Corporate Research & Development Center

Toshiba's Time-series Waveform Anomaly Detection AI Minimizes
Missed Anomalies or False Alarms Offering High Explainability
-Improves anomaly detection by 7%, and will contribute to failure prediction and efficient maintenance of manufacturing equipment and infrastructure facilities-

June 2, 2020
Toshiba Corporation

TOKYO ─Toshiba Corporation (TOKYO: 6502) has developed “Learning Time-series Shapelets for Optimizing Partial AUC” (LTSpAUC)(Note 1), a recent advance in applying machine learning to analysis of time-series waveform data that delivers approximately 7% more accurate anomaly detection than current technologies.

Applying AI to analysis of the waveform data collected by sensors (time series instances) has produced techniques for classifying waveforms, and for learning shapelets, segments in the time series that can be used to classify the instances. This has led to studies of how to learn from both classifiers and shapelets. LTSpAUC can recognize both the classifier and related shapelets simultaneously, and automatically apply positive (abnormal) or negative (normal) classifications, minimizing missed anomalies, or false alarms under the condition that keep less than maximum false alarms, or missed anomalies. Toshiba, a leader in applying AI to manufacturing solutions, has already made important contributions in this area(Note 2).
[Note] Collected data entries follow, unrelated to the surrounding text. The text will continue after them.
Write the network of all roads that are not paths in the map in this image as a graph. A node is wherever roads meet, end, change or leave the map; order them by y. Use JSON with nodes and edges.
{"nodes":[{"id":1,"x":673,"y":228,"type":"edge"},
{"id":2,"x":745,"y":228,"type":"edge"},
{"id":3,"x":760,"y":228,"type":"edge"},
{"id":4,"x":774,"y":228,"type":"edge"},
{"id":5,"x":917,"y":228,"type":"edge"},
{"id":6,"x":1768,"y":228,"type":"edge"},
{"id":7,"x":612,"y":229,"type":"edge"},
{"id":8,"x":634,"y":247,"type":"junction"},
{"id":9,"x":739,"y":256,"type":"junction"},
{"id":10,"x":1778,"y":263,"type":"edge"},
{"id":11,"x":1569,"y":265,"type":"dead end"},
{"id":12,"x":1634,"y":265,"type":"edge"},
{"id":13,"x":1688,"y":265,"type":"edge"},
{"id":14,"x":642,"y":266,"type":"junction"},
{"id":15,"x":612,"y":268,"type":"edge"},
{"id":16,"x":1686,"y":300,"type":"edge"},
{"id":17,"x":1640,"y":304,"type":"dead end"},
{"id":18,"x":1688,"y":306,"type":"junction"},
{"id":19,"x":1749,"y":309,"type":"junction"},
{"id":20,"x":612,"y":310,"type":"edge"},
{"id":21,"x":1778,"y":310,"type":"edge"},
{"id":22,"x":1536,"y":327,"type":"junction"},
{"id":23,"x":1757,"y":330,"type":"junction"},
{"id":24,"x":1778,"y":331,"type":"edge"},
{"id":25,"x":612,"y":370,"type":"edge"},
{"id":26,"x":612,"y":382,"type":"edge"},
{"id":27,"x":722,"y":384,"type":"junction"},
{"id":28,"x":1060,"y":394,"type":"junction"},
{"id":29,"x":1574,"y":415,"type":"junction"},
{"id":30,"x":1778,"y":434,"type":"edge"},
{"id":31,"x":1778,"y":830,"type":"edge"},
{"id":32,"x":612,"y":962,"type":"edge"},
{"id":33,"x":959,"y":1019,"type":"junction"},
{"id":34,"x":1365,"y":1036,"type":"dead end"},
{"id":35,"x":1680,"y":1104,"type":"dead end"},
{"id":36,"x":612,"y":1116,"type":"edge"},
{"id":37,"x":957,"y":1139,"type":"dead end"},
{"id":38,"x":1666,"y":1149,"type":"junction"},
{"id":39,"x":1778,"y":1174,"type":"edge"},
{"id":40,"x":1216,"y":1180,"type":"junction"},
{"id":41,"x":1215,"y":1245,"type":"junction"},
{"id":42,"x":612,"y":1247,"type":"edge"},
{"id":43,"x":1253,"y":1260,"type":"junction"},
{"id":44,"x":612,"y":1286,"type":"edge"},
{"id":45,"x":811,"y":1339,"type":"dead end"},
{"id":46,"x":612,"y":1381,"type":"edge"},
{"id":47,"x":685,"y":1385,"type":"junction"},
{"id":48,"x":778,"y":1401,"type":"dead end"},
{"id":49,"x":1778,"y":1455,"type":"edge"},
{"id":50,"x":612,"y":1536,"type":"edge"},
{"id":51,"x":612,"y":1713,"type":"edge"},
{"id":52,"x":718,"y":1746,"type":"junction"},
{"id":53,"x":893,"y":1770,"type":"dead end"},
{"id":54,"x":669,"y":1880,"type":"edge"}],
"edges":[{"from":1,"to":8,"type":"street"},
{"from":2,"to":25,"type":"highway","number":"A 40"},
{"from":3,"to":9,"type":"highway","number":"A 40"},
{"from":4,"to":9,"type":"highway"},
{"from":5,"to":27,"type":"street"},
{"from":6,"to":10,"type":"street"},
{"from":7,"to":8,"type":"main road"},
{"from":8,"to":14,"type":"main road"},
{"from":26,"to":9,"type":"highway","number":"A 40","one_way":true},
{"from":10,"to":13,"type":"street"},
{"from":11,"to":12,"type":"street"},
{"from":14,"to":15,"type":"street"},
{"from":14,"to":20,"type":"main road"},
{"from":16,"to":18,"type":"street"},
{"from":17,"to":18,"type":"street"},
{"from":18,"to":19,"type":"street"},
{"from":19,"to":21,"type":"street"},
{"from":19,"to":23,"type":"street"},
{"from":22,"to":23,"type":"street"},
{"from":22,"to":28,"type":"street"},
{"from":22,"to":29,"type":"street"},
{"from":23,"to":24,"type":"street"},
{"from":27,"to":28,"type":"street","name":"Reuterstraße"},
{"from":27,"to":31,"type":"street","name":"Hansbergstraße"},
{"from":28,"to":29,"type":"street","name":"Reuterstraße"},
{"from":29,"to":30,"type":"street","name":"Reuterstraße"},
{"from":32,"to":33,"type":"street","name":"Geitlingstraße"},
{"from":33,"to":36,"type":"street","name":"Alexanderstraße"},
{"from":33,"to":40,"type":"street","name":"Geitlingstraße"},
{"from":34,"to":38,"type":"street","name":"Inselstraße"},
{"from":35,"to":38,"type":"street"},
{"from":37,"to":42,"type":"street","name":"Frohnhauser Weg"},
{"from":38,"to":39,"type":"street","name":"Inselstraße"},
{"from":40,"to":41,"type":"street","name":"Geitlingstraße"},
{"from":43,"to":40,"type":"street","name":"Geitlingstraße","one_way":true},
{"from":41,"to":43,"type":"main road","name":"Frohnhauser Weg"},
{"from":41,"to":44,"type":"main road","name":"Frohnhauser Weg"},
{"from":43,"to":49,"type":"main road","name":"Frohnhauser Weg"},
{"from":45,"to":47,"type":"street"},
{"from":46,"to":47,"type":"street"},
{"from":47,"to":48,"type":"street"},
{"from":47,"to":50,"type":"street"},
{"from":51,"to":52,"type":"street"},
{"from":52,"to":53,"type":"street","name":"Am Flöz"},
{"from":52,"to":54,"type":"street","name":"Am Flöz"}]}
The market for IoT systems for monitoring equipment is expected to grow to US$3.5 billion a year by 2024(Note 3), as sensors are increasingly used to detect and collect data on variables such as vibration, temperature, voltage and electric current. It is essential that reliable and useful results can be derived from the collected data. LTSpAUC advances this goal by analyzing time-series waveforms in the data, and can provides experts in various domains, from medicine to manufacturing, with data they can apply.

Figure 1: Overview of LTSpAUC

The people who make decisions based on AI must be able to understand and trust the results. Stopping a machine or process cuts into productivity and incurs costs, especially if the decision is based on a false alarm, while overlooking or failing to identify an anomaly can cause its own problems. Experts in the infrastructure field typically want explainable AI with accurate, transparent results, a classification system that reduces missed anomalies under the condition of low false positive rate (FPR).

A widely applied measure for evaluating data mining and machine learning is pAUC, where pAUC refers to the partial Area Under the receiver operator characteristic Curve. The objective is to maximize the pAUC and so reduce overlooked anomalies while keeping FPR less than predefined threshold. However, studies for optimizing the pAUC usually do not consider time-series waveform characteristics, which can have real-world results— particularly in respect of overlooking anomalies in data, and false alarms that result in increased equipment downtime and higher workloads on maintenance and service engineers.

LTSpAUC’s ability to learn both the shapelet and the classifier allows performance optimization that reduces missed anomalies under the condition that lower the FPR less than the permitted maximum FPR threshold. By leaning multiple waveform patterns, the technology realizes an acceptable level of trade-off where it is able to minimize missed anomalies and avoid errors, while maintaining a performance within an acceptable range of false positives. This approach not only realizes the difficult target of minimizing missed anomalies or false positive, it also makes it possible to learn rare anomalous patterns that are beyond the scope of other methodologies. Another advantage of LTSpAUC is that it is also possible to check the waveform patterns and understand how and why the AI decides equipment is an anomaly or not.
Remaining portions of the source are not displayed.